C'est aussi un fait que je ne pouvais nier en disant "Mais non, j'ai réussi...". C'était une évidence dans un océan de doutes et de propos fatalistes que je n'arrivais pas à croire. Mektoub. Dieu l'a rappelée à lui. Elle est au paradis. C'était son heure. Tu n'y pouvais rien. 

Si j'ai enfin compris pourquoi cette petite phrase constituait une brique sur laquelle poser un pied et avancer, c'est grâce à la micro-nouvelle de Lu Xun : « Argumentation », traduite par Brigitte Duzan. [1]

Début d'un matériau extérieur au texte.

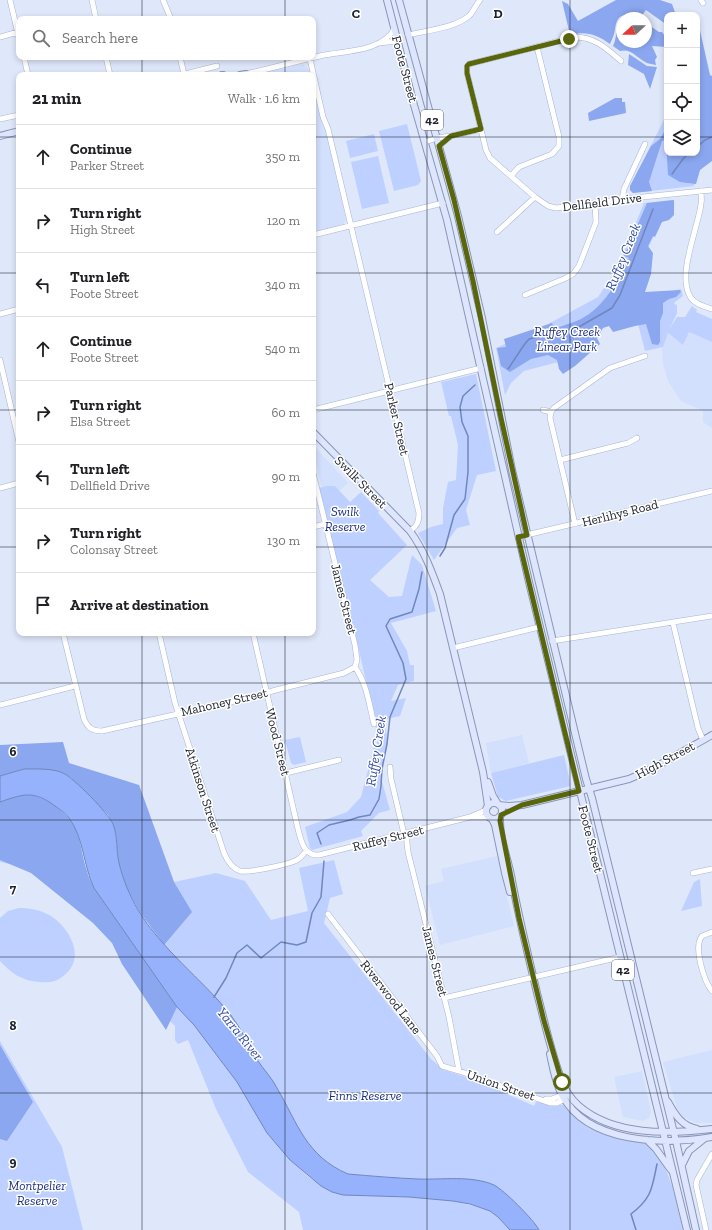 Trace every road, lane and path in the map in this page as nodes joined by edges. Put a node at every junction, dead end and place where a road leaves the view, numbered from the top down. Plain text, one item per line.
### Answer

"Ta fille deviendra riche" ou "ta fille sera astronaute", ce sont des promesses, des vœux, des souhaits qui ne reposent sur rien mais font plaisir à entendre. Dire "elle va mourir" est non seulement une certitude, mais une angoisse qui est apparue dès le jour de sa naissance. Qui donne la vie, donne la mort. 

Sonia en 2002

Si la phrase "Tu as échoué en tant que mère." m'a fait du bien, c'est aussi qu'implicitement, elle répond à la question existentielle de Sonia "Mettre un enfant au monde, est-ce altruiste ou égoïste" ? [2]  L'échec signifie que j'étais au service de mon enfant, afin de l'aider à grandir, à prendre son envol pour s'épanouir et trouver son chemin. 

Sonia en 2007

L'une des premières choses que j'ai compris en promenant mon bébé dans sa poussette aux Ulis, est que la "mère parfaite" n'existait pas. Certains enfants ne sortent jamais sans leurs deux parents et avec un casque, tandis que des fillettes de 8 ans surveillent plus ou moins leur petit frère de 2 ans près d'un toboggan. Même si ces modèles ne correspondaient pas à l'éducation que j'avais reçue, je n'avais aucune raison de les juger, de les critiquer. Il me suffisait de prendre ce que j'estimais le meilleur. Par exemple, Sonia a très vite mangé avec ses doigts. Au niveau sanitaire, c'était sans doute mieux que la cuillère qui venait de tomber et que je venais de rincer. Manger était aussi un plaisir. 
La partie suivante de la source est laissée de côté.